Если говорить о профессиональном росте, то аспирантура оказалась для меня временем почти потерянным – прежде всего потому, что на этот раз не нашлось никого, кто желал и мог бы отправить меня поучиться за границей. Самим же аспирантам писать заявки на зарубежные стипендии тогда еще в голову не приходило – никто даже не знал, что такое возможно. Постепенно мне становилось скучно: фонды московских библиотек по своей теме я исчерпал, накопленное в Берлине в диссертацию включил. Единственным источником новых сведений был международный абонемент. Как ни странно, он тогда работал, и притом относительно неплохо. С ним были связаны даже некоторые привилегии. Так, в Москве тогда было непросто сделать ксерокопию даже советской статьи или главы из книги. В Ленинке для этого требовалось явиться к подъезду к 9 утра, протолкаться, нещадно отпихивая локтями конкурентов, в числе первых в только-только открывающуюся дверь, затем выиграть длинный забег с препятствиями по скрипучим лестницам на третий этаж и выстоять там длинную очередь за дефицитным талончиком. Если уложишься тем самым в дневную квоту, то получишь право заказать копии пятнадцати разворотов. Хотя в последнее мгновение могли сказать, что по тем или иным причинам книга копированию не подлежит. Тогда все усилия насмарку, и жизнь казалась прожитой напрасно. Зато когда западные библиотеки посылали нам по международному абонементу ксерокопии заказанных статей (а порой даже книг), предполагалось, что они их дарят Ленинской библиотеке. У ее же сотрудников ни описывать эти копии, ни включать их в хранение не было ни малейшего желания и возможности, поэтому они раздавали их заказчикам-читателям как бы в долгосрочное пользование. Теоретически Ленинка, будучи собственницей этих копий, могла потребовать их назад, но, насколько мне известно, до сих пор она, к счастью, не попыталась вернуть себе ни одной странички. Такие вот сюрреалистические гримасы советской жизни…

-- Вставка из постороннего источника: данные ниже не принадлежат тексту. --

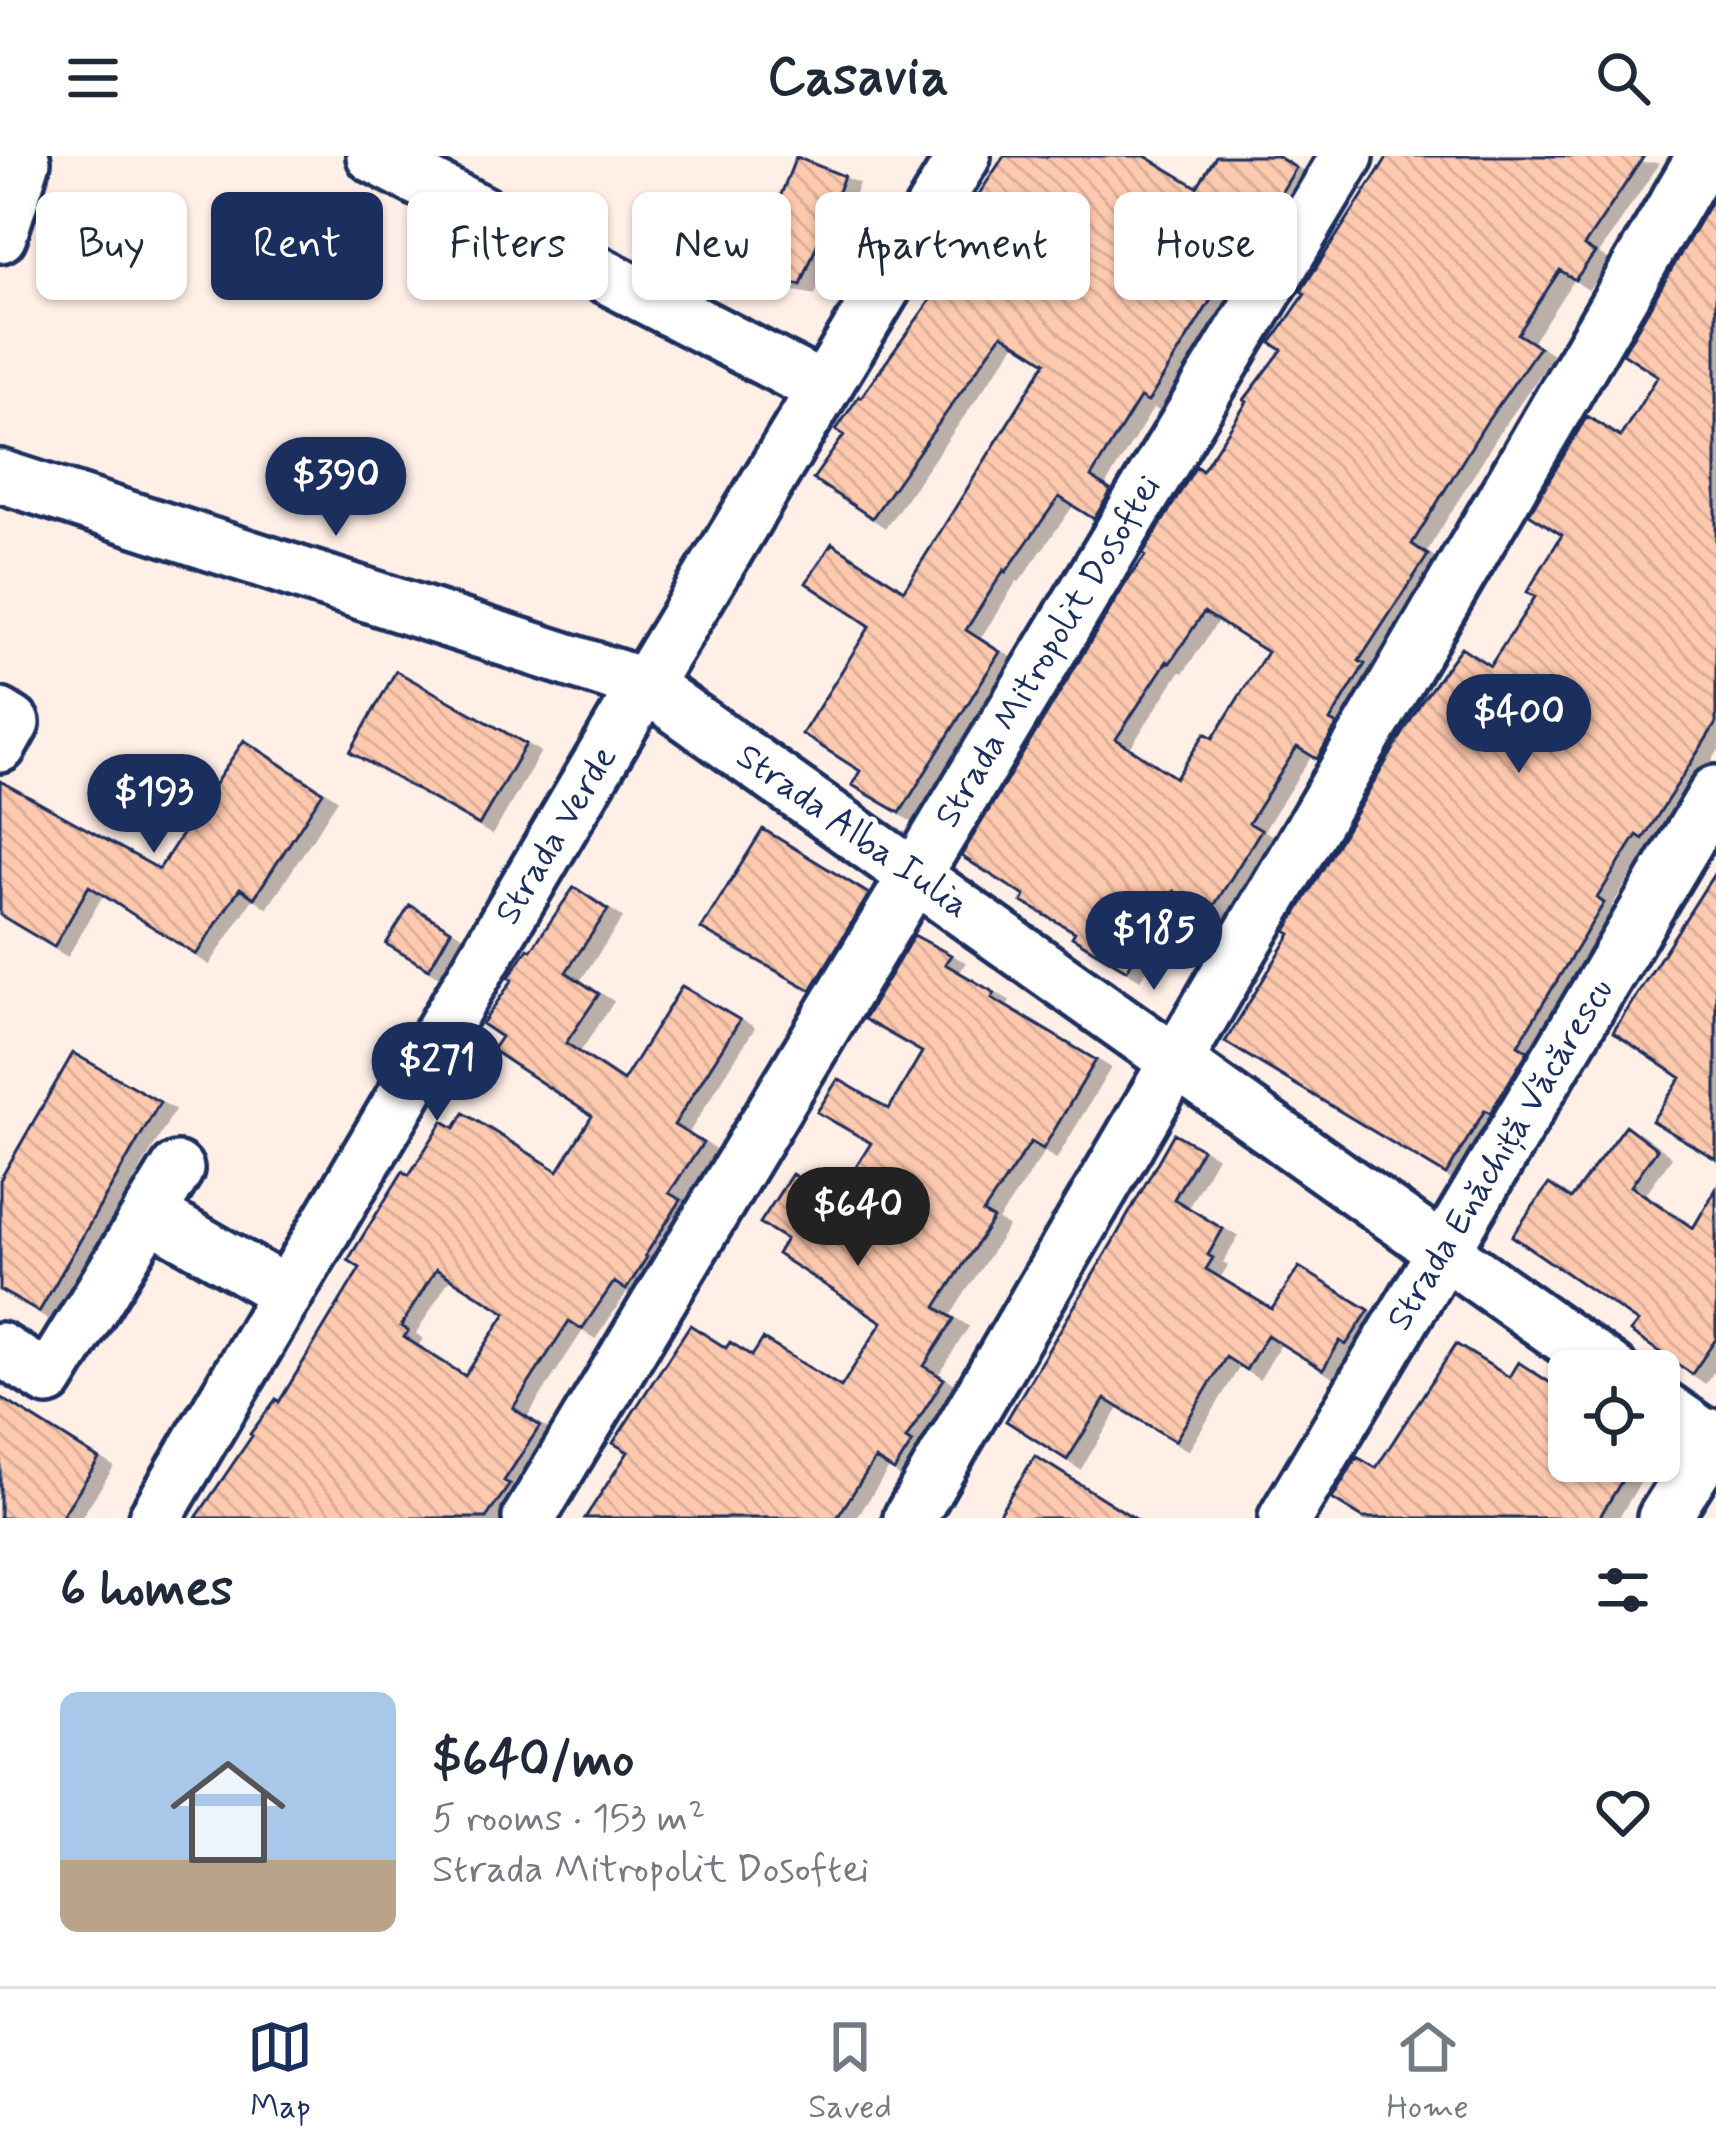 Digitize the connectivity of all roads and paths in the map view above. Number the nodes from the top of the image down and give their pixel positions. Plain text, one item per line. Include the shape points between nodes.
1 (374, 156) edge
2 (964, 156) edge
3 (1347, 156) edge
4 (1703, 156) edge
5 (21, 158) edge
6 (0, 236) edge
7 (823, 389) junction
8 (0, 476) edge
9 (645, 685) junction
10 (0, 715) edge
11 (0, 746) edge
12 (1716, 792) edge
13 (914, 876) junction
14 (1176, 1061) junction
15 (177, 1168) dead end
16 (149, 1214) junction
17 (1443, 1251) junction
18 (287, 1293) junction
19 (0, 1349) edge
20 (1582, 1350) edge
21 (1680, 1422) edge
22 (1715, 1452) edge
23 (154, 1518) edge
24 (529, 1518) edge
25 (910, 1518) edge
26 (1285, 1518) edge
27 (1664, 1518) edge

1 - 7 street
2 - 7 street, Strada Verde
3 - 13 street, Strada Mitropolit Dosoftei
4 - 14 street
5 - 6 street
7 - 9 street, Strada Verde
8 - 9 street, Strada Alba Iulia
9 - 13 street, Strada Alba Iulia
9 - 18 street, Strada Verde
10 - 11 street via 13,723
12 - 17 street, Strada Enăchiță Văcărescu
13 - 14 street, Strada Alba Iulia
13 - 24 street, Strada Mitropolit Dosoftei
14 - 17 street, Strada Alba Iulia
14 - 25 street
15 - 16 street
16 - 18 street
16 - 19 street via 48,1379
17 - 20 street, Strada Alba Iulia
17 - 26 street, Strada Enăchiță Văcărescu
18 - 23 street, Strada Verde
21 - 22 street
22 - 27 street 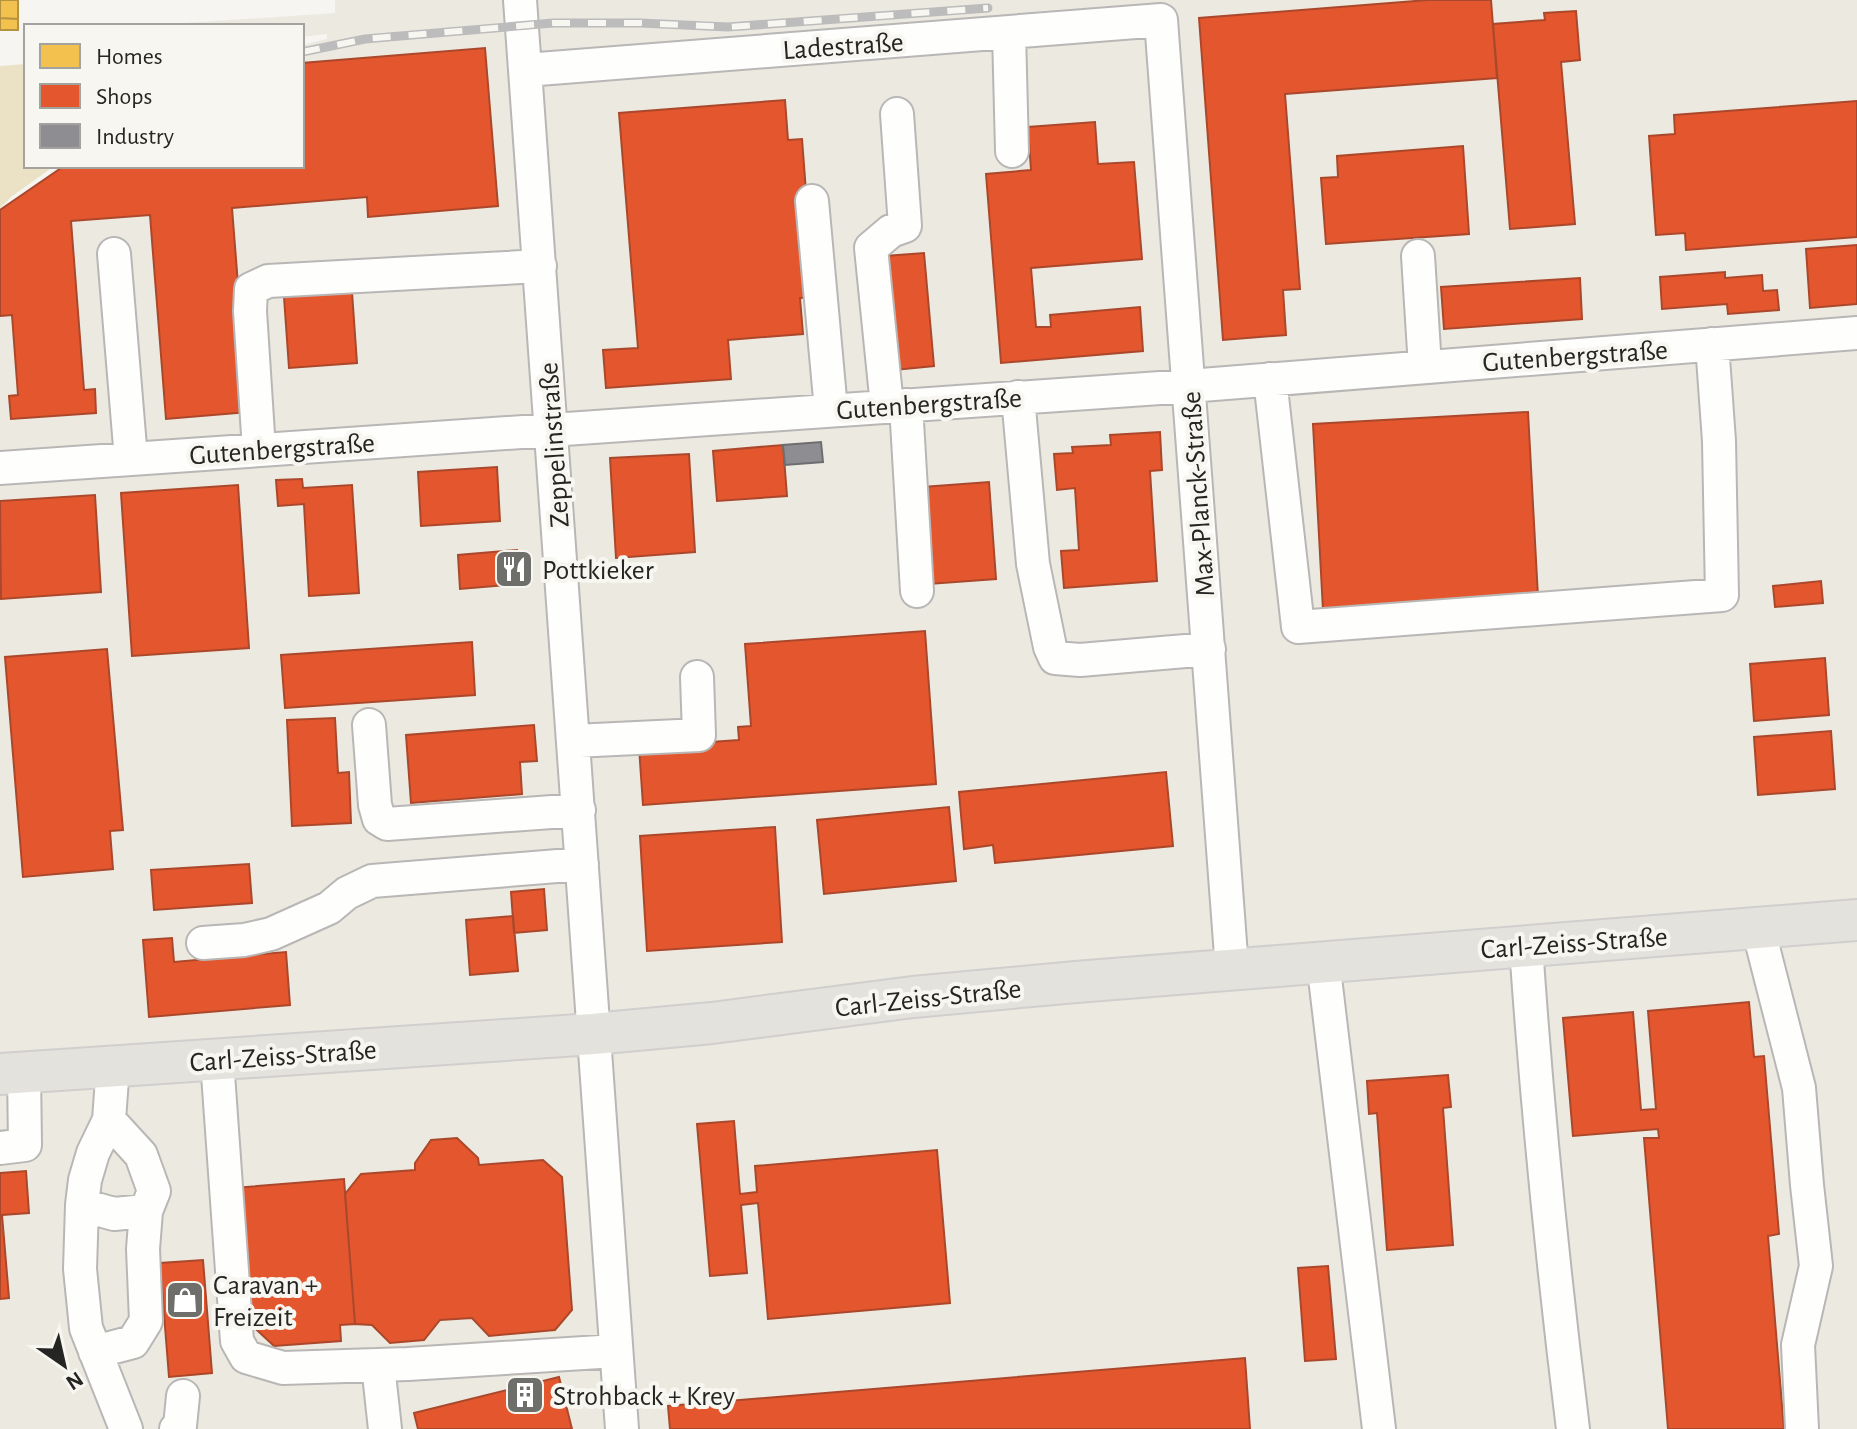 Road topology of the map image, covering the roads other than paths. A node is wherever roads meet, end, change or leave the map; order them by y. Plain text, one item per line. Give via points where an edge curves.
1 (520, 0) edge
2 (1161, 20) joint
3 (1009, 32) junction
4 (526, 70) junction
5 (897, 114) dead end
6 (1012, 151) dead end
7 (812, 201) dead end
8 (114, 254) dead end
9 (1418, 256) dead end
10 (540, 266) junction
11 (1857, 333) edge
12 (1712, 344) junction
13 (1425, 367) junction
14 (1270, 379) junction
15 (1189, 386) junction
16 (1018, 397) junction
17 (897, 405) junction
18 (831, 410) junction
19 (552, 429) junction
20 (259, 450) junction
21 (131, 459) junction
22 (0, 468) edge
23 (917, 591) dead end
24 (1209, 649) junction
25 (697, 677) dead end
26 (369, 725) dead end
27 (574, 741) junction
28 (579, 810) junction
29 (582, 864) junction
30 (1857, 920) edge
31 (1758, 928) junction
32 (203, 943) dead end
33 (1526, 946) junction
34 (1323, 961) junction
35 (1232, 969) junction
36 (593, 1034) junction
37 (217, 1060) junction
38 (113, 1065) junction
39 (12, 1073) edge
40 (109, 1120) junction
41 (0, 1148) edge
42 (82, 1205) junction
43 (146, 1211) junction
44 (616, 1351) junction
45 (95, 1352) junction
46 (378, 1365) junction
47 (183, 1396) dead end
48 (126, 1429) edge
49 (176, 1429) edge
50 (385, 1429) edge
51 (622, 1429) edge
52 (1379, 1429) edge
53 (1573, 1429) edge
54 (1802, 1429) edge

1 - 4 street, Zeppelinstraße
2 - 3 street, Ladestraße
2 - 15 street, Max-Planck-Straße
3 - 4 street, Ladestraße
3 - 6 street
4 - 10 street, Zeppelinstraße
5 - 17 street via 905,226 871,248
7 - 18 street
8 - 21 street
9 - 13 street
10 - 19 street, Zeppelinstraße
10 - 20 street via 268,281 251,289
11 - 12 street, Gutenbergstraße
12 - 13 street, Gutenbergstraße
12 - 14 street via 1722,595 1298,627
13 - 14 street, Gutenbergstraße
14 - 15 street, Gutenbergstraße
15 - 16 street, Gutenbergstraße
15 - 24 street, Max-Planck-Straße
16 - 17 street, Gutenbergstraße
16 - 24 street via 1033,564 1055,658
17 - 18 street, Gutenbergstraße
17 - 23 street
18 - 19 street, Gutenbergstraße
19 - 20 street, Gutenbergstraße
19 - 27 street, Zeppelinstraße
20 - 21 street, Gutenbergstraße
21 - 22 street, Gutenbergstraße
24 - 35 street, Max-Planck-Straße
25 - 27 street via 699,735
26 - 28 street via 375,805 379,819 387,824
27 - 28 street, Zeppelinstraße
28 - 29 street, Zeppelinstraße
29 - 32 street via 372,881 271,934
29 - 36 street, Zeppelinstraße
30 - 31 main road, Carl-Zeiss-Straße
31 - 33 main road, Carl-Zeiss-Straße
31 - 54 street via 1799,1088 1816,1266 1798,1345
33 - 34 main road, Carl-Zeiss-Straße
33 - 53 street via 1536,1094
34 - 35 main road, Carl-Zeiss-Straße
34 - 52 street
35 - 36 main road, Carl-Zeiss-Straße via 913,997
36 - 37 main road, Carl-Zeiss-Straße
36 - 44 street, Zeppelinstraße
37 - 38 main road, Carl-Zeiss-Straße
37 - 46 street via 237,1341 246,1357 283,1368
38 - 39 main road, Carl-Zeiss-Straße
38 - 40 street
39 - 41 street via 25,1145
40 - 42 street via 93,1153
40 - 43 street via 141,1155 154,1191
42 - 43 street via 114,1214
42 - 45 street via 80,1269 86,1328
43 - 45 street via 146,1321 133,1342
44 - 46 street
44 - 51 street, Zeppelinstraße
45 - 48 street
46 - 50 street
47 - 49 street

От сгущавшейся профессиональной скуки, а также в порядке отдыха от тяжких занятий зарубежной историей я пошел по библиотекам и даже надолго погрузился в отдел рукописей той же самой Ленинки, чтобы подготовить сборник русских частных писем 1812 года. Одно знакомое издательство очень хотело издать красивую и необычную книгу к 175-летнему юбилею первой Отечественной войны, а солидных авторов у него в распоряжении не оказалось. Вот мне и предложили подработать. Задолго до появления в нашем историописании ныне весьма солидных направлений «истории повседневности» или «истории частной жизни» мной была тем самым сделана попытка представить важнейшее историческое событие через призму восприятия обычного, «частного» человека. А восприятие это отражается лучше всего, наряду с дневниками, именно в частной переписке, порой, правда, подцензурной, но нередко и, напротив, вовсе не цензурированной, пересылавшейся с надежными людьми. Как ни странно, сборник действительно вышел и был хорошо принят. Какие-то энтузиасты даже вывесили его относительно недавно в Интернете (разумеется, не спросив ни у кого разрешения).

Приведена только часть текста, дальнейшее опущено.